Modern "prosumer" digital cameras also allow "white preset" which simply means measuring the white point from a white sheet of paper or card (or nearby wall), the camera will then record that temperature and use it to correct all images until you reset it.

*Colour Temperature*

Each type of light can also be represented by a numerical colour temperature, here are the (rough) colour temperatures of typical lighting conditions:

Type of light Colour temperature 
Incandescent 2500K - 3500K 
Twilight 4000K 
Fluorescent 4000K - 4800K 
Sunlight 4800K - 5400K 
Cloudy daylight 5400K - 6200K 
Shade 6200K - 7800K

*What are your techniques when using White Balance settings ?*

[*]Do you use white material placed in outside or inside the tank ?
[*]What material as white source ?
[*]How do you position white material in relation to tank light ?
A) Exactly perpendicular 
B) At the angle ?
C) No difference


----------



## Guest (Aug 6, 2003)

*WHITE BALANCE*

White balance is a name given to a system of colour correction to deal with differing lighting conditions. Normally our eyes compensate for different lighting conditions, but when taking a still with a digital camera the camera has to find the "white point" (the assumption that a white object must appear white) to correct other colours cast by the same light.

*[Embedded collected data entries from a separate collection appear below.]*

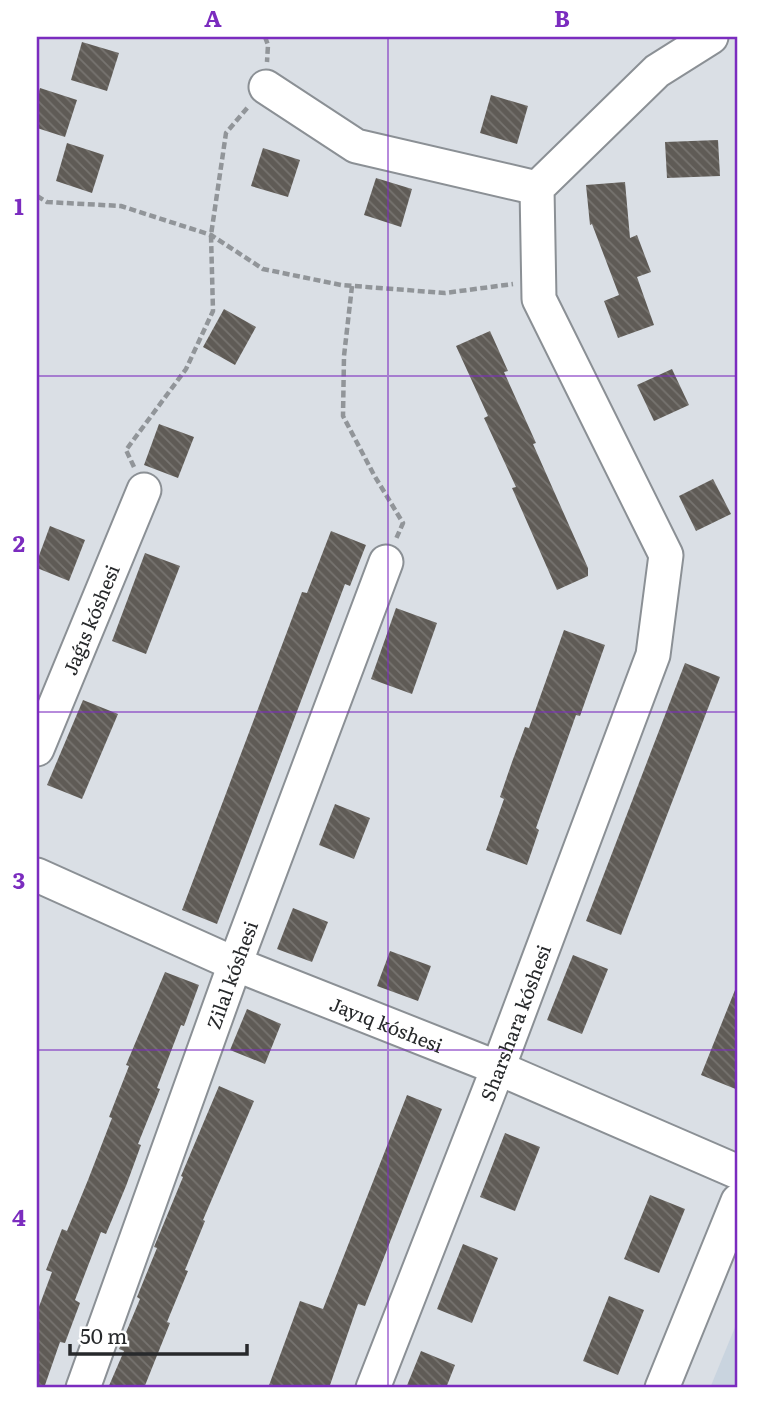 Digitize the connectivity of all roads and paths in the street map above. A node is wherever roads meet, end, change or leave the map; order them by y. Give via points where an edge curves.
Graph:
1 (659, 37) edge
2 (711, 37) edge
3 (657, 71) junction
4 (266, 87) joint
5 (537, 188) junction
6 (37, 196) edge
7 (211, 235) junction
8 (539, 281) junction
9 (352, 286) junction
10 (144, 490) joint
11 (386, 562) joint
12 (37, 749) edge
13 (37, 874) edge
14 (235, 964) junction
15 (498, 1068) junction
16 (738, 1172) edge
17 (738, 1201) edge
18 (83, 1388) edge
19 (373, 1388) edge
20 (662, 1388) edge

1 - 3 street
2 - 3 street
3 - 5 street
4 - 5 street via 356,146
4 - 7 path via 226,133
5 - 8 street, Sharshara kóshesi
6 - 7 path via 47,202 121,206
7 - 9 path via 263,269
7 - 10 path via 213,310 186,369 126,450
8 - 9 path via 445,293
8 - 15 street, Sharshara kóshesi via 539,299 666,555 653,655
9 - 11 path via 343,416 403,523
10 - 12 street, Jaǵıs kóshesi
11 - 14 street, Zilal kóshesi
13 - 14 street, Jayıq kóshesi
14 - 15 street, Jayıq kóshesi
14 - 18 street, Zilal kóshesi
15 - 16 street, Jayıq kóshesi
15 - 19 street, Sharshara kóshesi
17 - 20 street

Most digital cameras feature automatic white balance, this means that the camera looks at the overall colour of the image and calculates the best-fit white balance, however these systems are often fooled (especially if taking a photograph dominated by one colour, say green). Most digicams also allow you to override the automatic white balance by choosing a white balance manually, typically sunlight, cloudy, fluorescent, incandescent etc.

Modern "prosumer" digital cameras also allow "white preset" which simply means measuring the white point from a white sheet of paper or card (or nearby wall), the camera will then record that temperature and use it to correct all images until you reset it.

*Colour Temperature*

Each type of light can also be represented by a numerical colour temperature, here are the (rough) colour temperatures of typical lighting conditions:

Type of light Colour temperature 
Incandescent 2500K - 3500K 
Twilight 4000K 
Fluorescent 4000K - 4800K 
Sunlight 4800K - 5400K 
Cloudy daylight 5400K - 6200K 
Shade 6200K - 7800K

*What are your techniques when using White Balance settings ?*

[*]Do you use white material placed in outside or inside the tank ?
[*]What material as white source ?
[*]How do you position white material in relation to tank light ?
A) Exactly perpendicular 
B) At the angle ?
C) No difference


----------



## ekim (Jan 31, 2004)

Great post Jay!

Did you ever get around to trying the manual white balance?



> quote:
> 
> Do you use white material placed in outside or inside the tank ?


Yes, it has to be inside the tank! There is no point in doing it under room lighting if the tank lighting is a different temperature (witch it is almost always).



> quote:
> 
> What material as white source ?


I use a white dish or ice-cream container lid.



> quote:
> 
> How do you position white material in relation to tank light ?


I place it in the middle of the tank depth wise and also hight wise!

*My Digital Gallery*


----------



## Guest (Aug 6, 2003)

> quote:
> 
> Originally posted by ekim:
> Did you ever get around to trying the manual white balance?


I did. Pictures came out a lot better but few a bit overexposed. Still working on the layout though.



> quote:
> 
> How do you position white material in relation to tank light ?
> 
> --I place it in the middle of the tank depth wise and also hight wise!--


I think this is very important point in setting up white balance.

[*]If Material is place at angle which will *reflect* tank light, you will get over-exposed pictures
[*]If Material is placed at opposite angle which will *"look into substrate"*, you will get under-exposed pictures
[*]If Material is placed *perfectly perpendicular* to tank light you should get correct output.


----------



## ekim (Jan 31, 2004)

Sorry, I didn't understand the last question right!
Yes, as perpendicular as I can set it!

*My Digital Gallery*


----------



## MarcinB (Apr 16, 2004)

Jay, why setting the white balance manually can result in under- or overexposed pictures? Isn't it only for adjusting the coloros? Does it fool the light metering system of the camera?

150L (40G) planted tank
click here for photo


----------



## Guest (Aug 6, 2003)

> quote:
> 
> Originally posted by MarcinB:
> Jay, why setting the white balance manually can result in under- or overexposed pictures? Isn't it only for adjusting the coloros? Does it fool the light metering system of the camera?


Marcin,

I'm not 100% sure on this.

This was my personal experience but I have to play around a little bit more with manual WB and its setting.


----------